Some diamonds are synthetic and some form from asteroid impacts, but let’s ignore them so that I can say: Diamonds are forged deep within the planet, when buried carbon is squeezed by immense pressures from something like colliding (or newly forming!) tectonic plates. The incredible pressure shoves carbon atoms into their most rigid possible arrangement—so tightly and perfectly packed that it’s nearly impossible to move an atom out of the way. This makes diamonds incredibly hard to scratch. But it also makes them relatively rare, at least compared to normal rocks. So as cool as it would be to live in a diamond house, it’s just not happening.

Instead, we make homes out of much more common stuff. We use wood where there’s a lot of wood. We use stones, sand, and water (and other stuff) to make concrete. We use mud and clay to make bricks. We use sand again to make windows. All of them make for a pretty sturdy shelter. And, honestly, I’d rather have privacy than a diamond house, anyway.

What Is This?

Science is beautifully interwoven. The light we use to understand the Big Bang is the same kind of light we use to heat up leftovers. The telescopes we use to see distant galaxies focus light the same way an inflated balloon can focus sound. The low pitch of rumbling thunder sounds the way it does for the same reason upstairs neighbors tend to sound like grumbling brutes rather than dainty mice. And so on. The more deeply we investigate the inner workings of our material universe, the more interconnected its processes and its physics seem to be.

In this blog, I want to explore some of those interconnections. My plan is simple: Every week, I’m going to go to this Pictionary word generator, set “Number of Things” to 3, “Category” to either Medium or Hard, depending on how I’m feeling that week, and hit “Generate Pictionary Words.” I’ll pick two of the words that pop up and write a little arc of physical connections from one to the other. I’ll post a screenshot of the result from the website, too, just to keep myself honest.
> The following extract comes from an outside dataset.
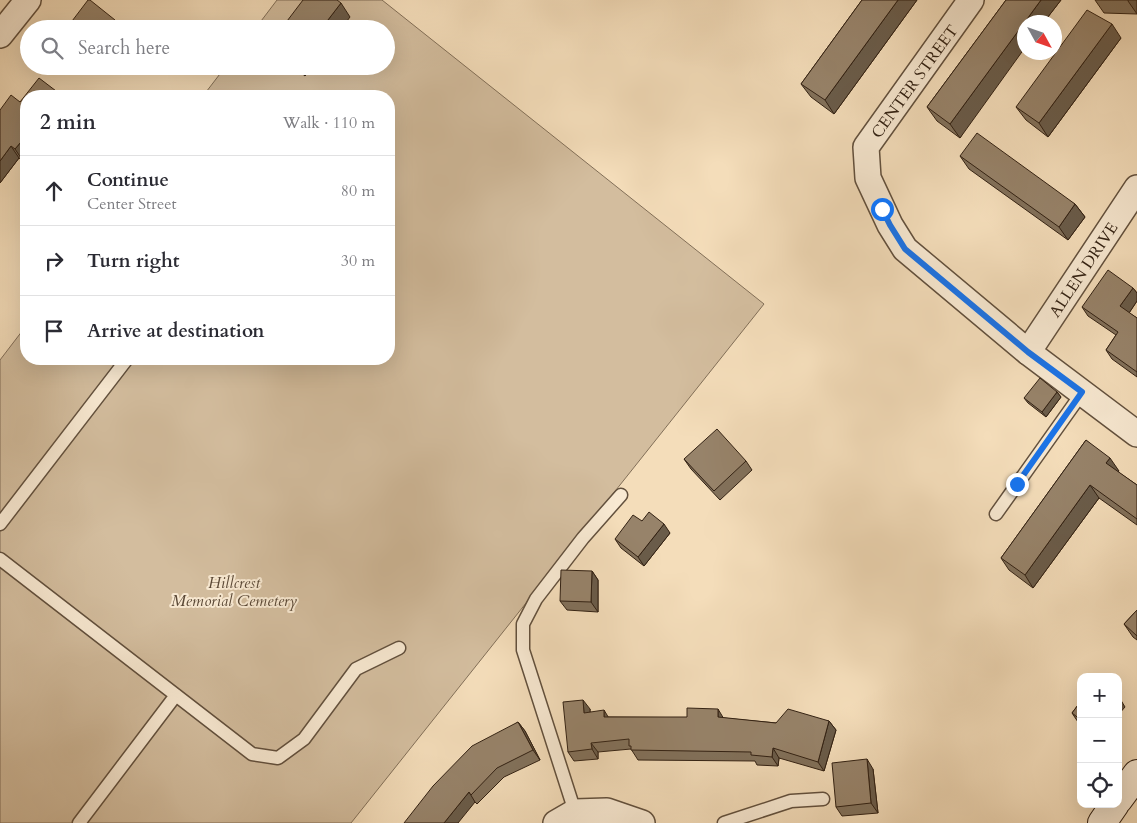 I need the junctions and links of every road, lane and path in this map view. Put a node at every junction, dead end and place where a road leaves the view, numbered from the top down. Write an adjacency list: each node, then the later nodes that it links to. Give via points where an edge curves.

The goal, I suppose, is to be somewhere between an educational read and a good, regular writing exercise. Hopefully it turns out to be both. I can’t promise perfect rigor; I’ll do my best to source claims and double-check my writing, but there’s always a chance I read something wrong in my haste or just write something wrong. I certainly won’t always use semicolons correctly. Why expect anything more from my physics? If someone reads the blog and points out an error, I’ll correct it in the next post—and if that error breaks the chain from one topic to the next, I’ll find another way to connect them. I’ll also thank them for reading, because that’s about the nicest thing a person can do when another humans writes something.

On that note, whether you’ve read this far or skimmed to the end of this introductory post, thank you for reading.